Stocks ended lower on Wednesday, though the S&P 500 slipped just 50 basis points. In contrast, the equal-weight S&P 500 ETF (RSP) gained nearly 90 basis points, highlighting a notable degree of dispersion beneath the surface. This divergence was reflected in the Dispersion Index, which climbed to 37.6 and is once again approaching the upper end of its historical range. As earnings season draws to a close, dispersion is likely to ease, with correlations gradually moving higher.

The spread between the Dispersion Index and the three-month implied correlation index widened on Wednesday. As earnings season comes to an end, this gap is likely to narrow in the coming weeks as dispersion trades begin to unwind and correlations normalize.

One explanation for the notable strength in Walmart (NASDAQ: WMT) and the broader consumer staples sector may be the rise in implied volatility. While IV typically increases ahead of earnings season, this year it appears to be climbing to levels well above those seen in prior quarters. With Walmart not scheduled to report until February 19 and most retailers releasing earnings later in the cycle, the recent strength in XLP may not reflect a true sector rotation. Instead, it could be driven by the same dispersion dynamics observed ahead of the major technology earnings releases.

Long-term rates edged higher on Wednesday, with the 30-year yield rising about 2 basis points to 4.92%, once again testing the upper end of its resistance range. Whether it ultimately breaks higher remains uncertain. Fundamentally, yields have had ample justification to move higher for weeks, yet they remain stubbornly range-bound. The 30-year could arguably already be above 5%, but the market continues to wait.

The latest QRA released Wednesday continues to point to mounting stress at the long end of the curve, though those pressures have yet to fully materialize.
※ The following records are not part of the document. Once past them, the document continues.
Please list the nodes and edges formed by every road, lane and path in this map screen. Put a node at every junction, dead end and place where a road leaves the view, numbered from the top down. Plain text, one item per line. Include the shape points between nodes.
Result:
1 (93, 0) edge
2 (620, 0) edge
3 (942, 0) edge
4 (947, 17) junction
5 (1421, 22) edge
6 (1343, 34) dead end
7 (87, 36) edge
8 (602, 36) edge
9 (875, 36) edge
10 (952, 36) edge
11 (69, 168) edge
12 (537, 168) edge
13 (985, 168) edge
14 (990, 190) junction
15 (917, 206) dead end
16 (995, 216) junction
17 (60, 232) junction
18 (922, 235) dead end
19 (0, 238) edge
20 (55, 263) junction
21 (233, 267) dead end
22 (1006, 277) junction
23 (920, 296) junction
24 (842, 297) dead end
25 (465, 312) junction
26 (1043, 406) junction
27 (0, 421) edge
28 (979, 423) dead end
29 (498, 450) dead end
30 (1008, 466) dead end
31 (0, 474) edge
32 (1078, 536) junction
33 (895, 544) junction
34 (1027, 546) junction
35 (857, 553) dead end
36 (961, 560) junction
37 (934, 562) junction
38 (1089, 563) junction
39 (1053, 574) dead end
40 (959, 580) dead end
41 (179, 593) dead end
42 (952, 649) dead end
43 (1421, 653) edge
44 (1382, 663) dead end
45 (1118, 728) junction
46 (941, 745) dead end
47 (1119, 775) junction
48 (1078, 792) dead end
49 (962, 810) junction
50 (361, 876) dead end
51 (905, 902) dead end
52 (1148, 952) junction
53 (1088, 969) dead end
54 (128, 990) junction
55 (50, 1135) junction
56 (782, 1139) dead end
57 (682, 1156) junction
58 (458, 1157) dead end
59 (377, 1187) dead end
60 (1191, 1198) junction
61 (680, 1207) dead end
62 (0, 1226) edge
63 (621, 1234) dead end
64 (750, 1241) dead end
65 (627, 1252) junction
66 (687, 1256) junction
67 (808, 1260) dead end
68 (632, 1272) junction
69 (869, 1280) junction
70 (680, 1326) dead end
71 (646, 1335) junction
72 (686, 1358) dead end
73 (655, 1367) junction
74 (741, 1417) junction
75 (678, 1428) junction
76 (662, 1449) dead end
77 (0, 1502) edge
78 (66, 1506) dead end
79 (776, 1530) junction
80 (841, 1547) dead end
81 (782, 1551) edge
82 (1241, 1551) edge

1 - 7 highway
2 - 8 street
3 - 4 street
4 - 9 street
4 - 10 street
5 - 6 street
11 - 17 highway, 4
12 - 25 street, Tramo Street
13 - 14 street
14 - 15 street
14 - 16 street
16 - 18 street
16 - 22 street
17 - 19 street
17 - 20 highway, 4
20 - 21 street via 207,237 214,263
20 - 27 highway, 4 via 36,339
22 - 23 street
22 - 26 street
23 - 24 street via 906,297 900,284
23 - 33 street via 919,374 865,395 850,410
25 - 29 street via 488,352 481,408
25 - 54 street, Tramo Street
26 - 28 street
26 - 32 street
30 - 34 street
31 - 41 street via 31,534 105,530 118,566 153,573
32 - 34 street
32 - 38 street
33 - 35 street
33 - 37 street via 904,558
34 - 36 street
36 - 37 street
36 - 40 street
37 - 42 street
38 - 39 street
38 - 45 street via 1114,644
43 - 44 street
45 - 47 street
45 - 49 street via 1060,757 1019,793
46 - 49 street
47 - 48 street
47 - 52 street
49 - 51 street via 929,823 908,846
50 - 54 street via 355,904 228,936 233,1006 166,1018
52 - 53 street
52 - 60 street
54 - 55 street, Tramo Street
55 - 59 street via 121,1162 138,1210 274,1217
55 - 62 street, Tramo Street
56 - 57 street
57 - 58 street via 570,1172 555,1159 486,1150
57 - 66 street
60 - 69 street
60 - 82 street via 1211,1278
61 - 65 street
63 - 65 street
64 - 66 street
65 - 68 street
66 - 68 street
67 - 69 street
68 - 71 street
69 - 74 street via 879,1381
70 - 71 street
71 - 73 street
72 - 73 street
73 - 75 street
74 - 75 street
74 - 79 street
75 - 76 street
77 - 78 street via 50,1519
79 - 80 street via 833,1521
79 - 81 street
The report noted that the Treasury General Account (TGA) is expected to exceed $1 trillion around tax season—roughly $150 billion above current levels. That represents a significant liquidity drain from the system, and based on rough estimates, the Fed’s bill purchases would dilute, rather than offset, that impact.

Looking ahead, Kevin Warsh’s arrival in May adds another layer of uncertainty around balance-sheet policy. As a result, liquidity conditions are likely to remain tight for some time.